The dynamic interaction between intestinal parasites and gut microbiota in horses is not fully understood yet, although young subjects, in particular, are very sensitive to intestinal parasites, especially large and small strongyles, which can be trigger factors for dysbiosis, acute and chronic diseases, including acute larval cyathostominosis, which a mortality rate up to 50% [73]. Some studies in young subjects demonstrate associations with specific compositional alterations of the microbiome, characterized by a lower microbial richness and alterations in the relative abundances of bacterial taxa with immunomodulatory functions that can therefore have an impact on both intestinal absorption and metabolism, in general, and on the development of acquired immunity [74]. Research on parasitic infections and intestinal microbial communities in species of veterinary interest, potentially useful for anthelmintic resistance, seems to be quite limited to date [41,48,74,75,76,77].
Fecal analysis of the subjects in this study showed that most had strongyles EPG 0–25, which generally pose no health risk and do not require treatment unless clinical symptoms appear. No subjects were in the moderate infestation range (EPG 50–200), only one sample presented EPG 245, where an average >1000 EPG can be considered a sign of severe infestation, while values >200 EPG may be regarded as a threshold for treatment [78]. The subject with 245 EPG did not report any alteration of the fecal microbiota compared to the other subjects investigated.

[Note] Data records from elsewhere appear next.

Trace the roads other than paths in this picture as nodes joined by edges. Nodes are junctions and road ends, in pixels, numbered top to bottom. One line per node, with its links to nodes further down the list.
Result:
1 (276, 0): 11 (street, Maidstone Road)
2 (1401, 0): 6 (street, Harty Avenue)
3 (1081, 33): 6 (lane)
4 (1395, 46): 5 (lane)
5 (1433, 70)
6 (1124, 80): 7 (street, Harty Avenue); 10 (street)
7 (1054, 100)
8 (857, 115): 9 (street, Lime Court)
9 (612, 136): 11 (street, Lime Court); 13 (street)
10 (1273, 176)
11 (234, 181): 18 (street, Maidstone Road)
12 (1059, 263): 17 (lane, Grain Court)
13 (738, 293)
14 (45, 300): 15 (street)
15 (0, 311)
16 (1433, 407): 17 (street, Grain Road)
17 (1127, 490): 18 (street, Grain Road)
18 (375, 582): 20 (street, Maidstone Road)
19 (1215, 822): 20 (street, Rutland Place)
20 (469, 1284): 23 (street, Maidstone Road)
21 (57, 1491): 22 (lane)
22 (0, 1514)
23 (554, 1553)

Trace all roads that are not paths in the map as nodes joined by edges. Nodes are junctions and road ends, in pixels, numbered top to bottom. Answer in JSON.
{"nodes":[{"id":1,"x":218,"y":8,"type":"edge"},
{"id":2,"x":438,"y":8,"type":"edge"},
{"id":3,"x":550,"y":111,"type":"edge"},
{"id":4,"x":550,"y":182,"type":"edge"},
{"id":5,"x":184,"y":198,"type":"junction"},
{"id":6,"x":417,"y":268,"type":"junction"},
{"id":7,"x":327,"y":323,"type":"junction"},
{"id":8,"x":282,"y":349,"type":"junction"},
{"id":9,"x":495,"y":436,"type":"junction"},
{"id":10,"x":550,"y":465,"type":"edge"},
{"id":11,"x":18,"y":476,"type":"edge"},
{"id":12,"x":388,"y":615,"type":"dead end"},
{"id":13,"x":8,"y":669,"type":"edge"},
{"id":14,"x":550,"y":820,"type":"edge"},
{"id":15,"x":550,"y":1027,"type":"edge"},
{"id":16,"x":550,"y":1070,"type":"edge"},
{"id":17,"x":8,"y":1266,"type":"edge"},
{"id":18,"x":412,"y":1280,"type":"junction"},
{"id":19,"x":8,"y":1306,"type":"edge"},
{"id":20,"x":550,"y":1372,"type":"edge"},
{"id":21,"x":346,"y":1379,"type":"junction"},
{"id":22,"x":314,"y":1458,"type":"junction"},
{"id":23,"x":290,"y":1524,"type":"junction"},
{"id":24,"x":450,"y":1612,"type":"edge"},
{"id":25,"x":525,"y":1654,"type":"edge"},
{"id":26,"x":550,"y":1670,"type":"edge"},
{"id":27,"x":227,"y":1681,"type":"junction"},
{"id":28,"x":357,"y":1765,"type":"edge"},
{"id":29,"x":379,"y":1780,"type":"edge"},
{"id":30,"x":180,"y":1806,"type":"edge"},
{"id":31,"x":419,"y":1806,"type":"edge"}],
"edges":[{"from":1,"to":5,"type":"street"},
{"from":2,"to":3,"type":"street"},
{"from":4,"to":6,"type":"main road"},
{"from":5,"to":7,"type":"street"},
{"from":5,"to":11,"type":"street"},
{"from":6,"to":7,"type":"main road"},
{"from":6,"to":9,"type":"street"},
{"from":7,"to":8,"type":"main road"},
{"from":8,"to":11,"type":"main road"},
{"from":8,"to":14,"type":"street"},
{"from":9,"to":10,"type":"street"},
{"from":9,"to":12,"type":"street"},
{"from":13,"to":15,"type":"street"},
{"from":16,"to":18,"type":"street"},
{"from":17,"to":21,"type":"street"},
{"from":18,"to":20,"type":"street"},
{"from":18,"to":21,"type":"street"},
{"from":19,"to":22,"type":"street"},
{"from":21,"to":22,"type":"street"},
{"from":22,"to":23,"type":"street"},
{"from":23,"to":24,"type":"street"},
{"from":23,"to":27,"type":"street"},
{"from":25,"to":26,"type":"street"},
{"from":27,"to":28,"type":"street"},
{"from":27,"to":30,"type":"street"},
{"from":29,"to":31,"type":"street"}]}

The principal limitations of this study are due to the limited number of animals observed and to the size of the boxes and paddocks used for the management of horses in the farm; in fact, the boxes are rather large in relation to the breed size, permitting, moreover, a visual interaction between the horses, while paddocks of about 400 m^2^ have a quite limited extension. Even the management of the animals housed in boxes, which still had the possibility of spending two hours outdoors in a paddock, may have contributed to the fact that no differences in the composition of the microbiome were detected between the two groups of subjects.
Despite the above limitations, horses of both groups were fed the same diet, and this could be the principal factor that explains the absence of a significant difference in the fecal microbiota examined between the two groups considered.
5. Conclusions
The equine gut microbiota is a complex and dynamic ecosystem influenced by factors such as diet, age, environment, and management practices. Understanding these variations is crucial for enhancing equine health and optimizing performance. This knowledge can inform both dietary and management strategies aimed at maintaining a healthy microbiota, thereby reducing the risk of potential health issues. Our findings on the fecal microbiota in purebred Arabian horses contribute to the expanding body of research on the composition of the equine fecal microbiota. Future research should aim to investigate the specific roles of different microbial taxa in equine health and disease, as well as to evaluate the effects of biotic and abiotic factors on microbial diversity. Furthermore, in order to draw more robust conclusions and address the limits of this study, a larger sampling is necessary to provide a more comprehensive understanding of the equine gut microbiota and its role.